**What you should do:** Among the records below, how many lines contain "canvas"? State the number and nothing more.

**Provided information:**
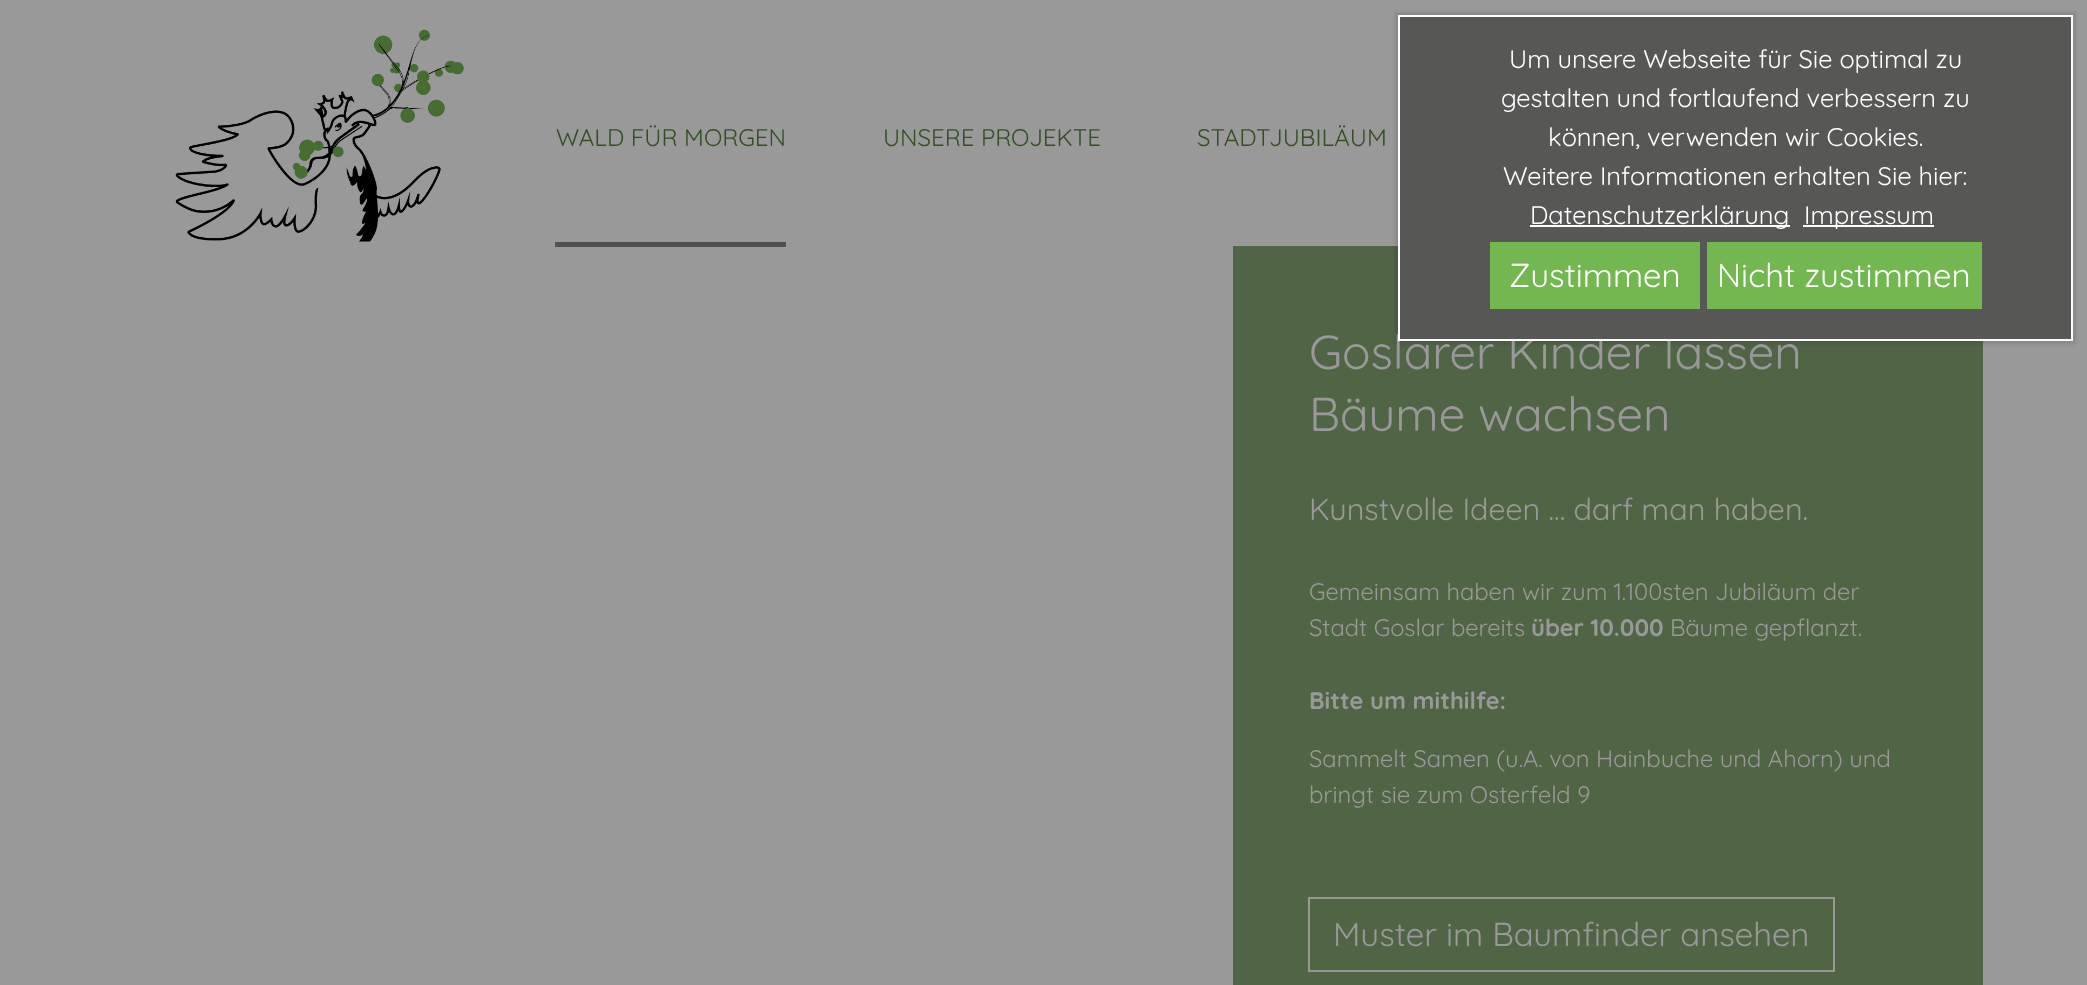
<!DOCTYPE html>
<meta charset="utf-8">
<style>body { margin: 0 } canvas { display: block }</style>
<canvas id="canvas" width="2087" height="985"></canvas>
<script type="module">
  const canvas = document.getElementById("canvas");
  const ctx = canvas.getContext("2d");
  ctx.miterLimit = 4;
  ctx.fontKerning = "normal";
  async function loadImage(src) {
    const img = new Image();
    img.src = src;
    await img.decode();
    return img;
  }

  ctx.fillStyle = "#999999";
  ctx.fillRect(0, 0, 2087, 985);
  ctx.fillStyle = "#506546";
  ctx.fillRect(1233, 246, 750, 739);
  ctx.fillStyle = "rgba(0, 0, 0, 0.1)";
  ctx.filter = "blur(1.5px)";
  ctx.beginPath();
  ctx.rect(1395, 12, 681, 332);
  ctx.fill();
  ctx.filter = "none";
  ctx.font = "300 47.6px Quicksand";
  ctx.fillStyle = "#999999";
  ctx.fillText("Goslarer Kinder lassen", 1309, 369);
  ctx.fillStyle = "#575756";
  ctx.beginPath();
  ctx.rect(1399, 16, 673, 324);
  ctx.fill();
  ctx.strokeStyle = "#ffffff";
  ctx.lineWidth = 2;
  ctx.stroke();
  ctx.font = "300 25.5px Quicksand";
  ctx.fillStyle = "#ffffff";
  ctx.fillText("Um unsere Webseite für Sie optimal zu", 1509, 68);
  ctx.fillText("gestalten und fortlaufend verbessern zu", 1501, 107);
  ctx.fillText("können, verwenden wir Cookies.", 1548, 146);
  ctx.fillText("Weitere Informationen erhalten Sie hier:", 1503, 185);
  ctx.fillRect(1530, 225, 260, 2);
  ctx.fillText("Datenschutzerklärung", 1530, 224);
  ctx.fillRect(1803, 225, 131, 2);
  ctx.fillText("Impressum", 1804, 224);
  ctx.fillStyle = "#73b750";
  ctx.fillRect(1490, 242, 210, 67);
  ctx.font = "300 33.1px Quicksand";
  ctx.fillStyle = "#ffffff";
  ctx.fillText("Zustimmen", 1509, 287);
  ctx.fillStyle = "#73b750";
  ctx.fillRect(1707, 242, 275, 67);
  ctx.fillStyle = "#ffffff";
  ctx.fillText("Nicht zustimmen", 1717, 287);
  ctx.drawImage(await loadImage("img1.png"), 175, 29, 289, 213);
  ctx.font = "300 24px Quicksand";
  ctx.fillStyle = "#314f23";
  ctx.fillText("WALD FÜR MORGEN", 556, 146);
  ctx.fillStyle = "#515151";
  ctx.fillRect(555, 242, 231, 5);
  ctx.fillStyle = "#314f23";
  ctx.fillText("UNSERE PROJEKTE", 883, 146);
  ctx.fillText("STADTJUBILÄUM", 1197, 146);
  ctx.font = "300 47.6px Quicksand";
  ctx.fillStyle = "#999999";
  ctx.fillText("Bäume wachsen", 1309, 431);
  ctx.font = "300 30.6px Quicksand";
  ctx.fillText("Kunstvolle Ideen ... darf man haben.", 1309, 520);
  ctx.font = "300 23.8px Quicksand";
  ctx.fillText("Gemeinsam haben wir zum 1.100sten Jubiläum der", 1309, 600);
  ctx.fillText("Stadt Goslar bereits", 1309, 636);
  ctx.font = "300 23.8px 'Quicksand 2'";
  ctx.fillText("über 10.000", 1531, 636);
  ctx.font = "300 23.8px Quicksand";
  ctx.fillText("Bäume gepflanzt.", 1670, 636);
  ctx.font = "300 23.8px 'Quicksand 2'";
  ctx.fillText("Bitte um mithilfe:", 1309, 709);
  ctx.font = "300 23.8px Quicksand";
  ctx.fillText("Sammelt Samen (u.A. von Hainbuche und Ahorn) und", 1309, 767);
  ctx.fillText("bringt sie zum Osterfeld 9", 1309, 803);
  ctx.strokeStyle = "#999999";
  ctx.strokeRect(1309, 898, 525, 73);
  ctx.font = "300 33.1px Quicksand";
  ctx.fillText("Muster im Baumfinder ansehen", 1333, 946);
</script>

**Answer to this exercise:** 4